Objective To evaluate the role of P2Y₁₂ receptor in microglia in central post-stroke pain (CPSP) in mice and its mechanism.

Methods Thirty-two specific pathogen-free(SPF)-grade male C57BL/6J mice were selected, aged 7 to 8 weeks, weighing 25 to 30 g, were divided into four groups using a random number table method: C group (sham operation group, n=8), CPSP group (n=8), CPSP-M group (CPSP plus P2Y₁₂ receptor inhibitor MRS2395, n=8) and C-M group (sham operation plus P2Y₁₂ receptor inhibitor MRS2395, n=8). CPSP model was induced by injecting 10 nL type Ⅳ collagenase(0.001 U/nL) into the right ventral posterior medial nucleus andventral posterior lateral nucleus. MRS2395(1.5 mg/kg) was injected intraperitoneally at 30 min before model preparation in CPSP-M group and C-M group and then injected once a day for 5 consecutive days, mice in C group and CPSP group were given saline at the same volume. Before the modeling (T₀) and 3, 7 and 14 days (T₁, T₂, T₃) after the establishment of the model, the thermal withdrawal latency (TWL), cold withdrawal latency (CWL) and paw withdrawal frequency (PWF) were measured. The mice were then sacrificed and the brain tissues were obtained for observing the location of P2Y₁₂receptor by double immunofluorescence staining and the pathological changes by HE staining, and for determination of the expression levels of P2Y₁₂ receptor, toll-like receptor 4 (TLR4), phospho-nuclear factor-κB p65 (p-NF-κB p65) and NF-κB p65 by western blot.

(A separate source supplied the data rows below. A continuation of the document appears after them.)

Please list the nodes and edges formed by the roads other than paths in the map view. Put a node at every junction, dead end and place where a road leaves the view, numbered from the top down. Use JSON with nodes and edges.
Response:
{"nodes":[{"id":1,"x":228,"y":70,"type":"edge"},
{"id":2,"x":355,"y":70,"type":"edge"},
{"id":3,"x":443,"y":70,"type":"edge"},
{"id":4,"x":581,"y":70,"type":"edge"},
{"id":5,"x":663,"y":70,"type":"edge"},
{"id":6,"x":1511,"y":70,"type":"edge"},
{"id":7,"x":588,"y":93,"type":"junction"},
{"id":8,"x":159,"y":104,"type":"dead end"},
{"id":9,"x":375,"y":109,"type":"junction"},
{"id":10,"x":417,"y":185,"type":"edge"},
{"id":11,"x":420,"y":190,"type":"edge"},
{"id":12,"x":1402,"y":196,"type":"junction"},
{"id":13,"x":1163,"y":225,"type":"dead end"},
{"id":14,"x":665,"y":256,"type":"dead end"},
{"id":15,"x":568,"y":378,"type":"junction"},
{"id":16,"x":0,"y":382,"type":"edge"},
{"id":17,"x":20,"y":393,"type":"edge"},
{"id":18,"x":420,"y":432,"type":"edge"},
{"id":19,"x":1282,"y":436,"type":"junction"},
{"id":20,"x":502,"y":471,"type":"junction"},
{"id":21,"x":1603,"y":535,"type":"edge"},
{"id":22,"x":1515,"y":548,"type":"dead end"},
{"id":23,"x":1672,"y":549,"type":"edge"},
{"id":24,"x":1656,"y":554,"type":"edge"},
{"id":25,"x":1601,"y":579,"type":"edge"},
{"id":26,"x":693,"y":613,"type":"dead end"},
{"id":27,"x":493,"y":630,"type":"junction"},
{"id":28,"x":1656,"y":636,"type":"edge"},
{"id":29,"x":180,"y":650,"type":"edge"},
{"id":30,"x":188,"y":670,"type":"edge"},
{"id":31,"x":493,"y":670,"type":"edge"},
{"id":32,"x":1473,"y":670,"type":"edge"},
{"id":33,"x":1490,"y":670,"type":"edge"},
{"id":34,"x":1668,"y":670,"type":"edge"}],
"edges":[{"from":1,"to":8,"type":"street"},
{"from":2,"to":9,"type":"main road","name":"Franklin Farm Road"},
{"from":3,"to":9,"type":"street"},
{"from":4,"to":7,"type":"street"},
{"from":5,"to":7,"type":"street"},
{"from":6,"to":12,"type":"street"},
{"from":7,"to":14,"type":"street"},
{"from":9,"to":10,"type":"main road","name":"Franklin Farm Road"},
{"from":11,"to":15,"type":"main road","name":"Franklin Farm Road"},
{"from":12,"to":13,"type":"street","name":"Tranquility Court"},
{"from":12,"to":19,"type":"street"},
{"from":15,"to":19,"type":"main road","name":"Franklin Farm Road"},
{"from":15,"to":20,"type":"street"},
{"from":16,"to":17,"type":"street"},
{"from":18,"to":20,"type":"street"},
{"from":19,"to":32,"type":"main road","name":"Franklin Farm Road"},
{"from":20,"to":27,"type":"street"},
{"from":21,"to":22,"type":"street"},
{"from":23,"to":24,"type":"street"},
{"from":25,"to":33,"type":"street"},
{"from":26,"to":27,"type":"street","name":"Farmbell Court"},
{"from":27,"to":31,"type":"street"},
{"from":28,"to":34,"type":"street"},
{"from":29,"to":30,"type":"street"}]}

Results P2Y₁₂ receptor was co-localized only with microglia, but not with neurons or astrocytes in brain tissue of CPSP group. Compared with C group, the TWL and CWL were significantly reduced and the PWF was significantly increased at T₁ to T₃, cerebral injury was aggravated significantly and the expressions of P2Y₁₂ receptor, TLR4 and p-NF-κB p65 in brain tissue were up-regulated in CPSP group and CPSP-M group (P < 0.05). There was no statistically significant difference between C group and C-M group in the above indicators (P>0.05). Compared with CPSP group, the TWL and CWL were significantly prolonged and the PWF was significantly reduced at T₁ to T₃, cerebral injury was relieved significantly and the expressions of P2Y₁₂ receptor, TLR4 and p-NF-κB p65 in brain tissue were down-regulated in CPSP group and CPSP-M group (P < 0.05).

Conclusion P2Y₁₂ receptors in microglia may be involved in the development of CPSP by activating TLR4/NF-κB signaling pathway in mice.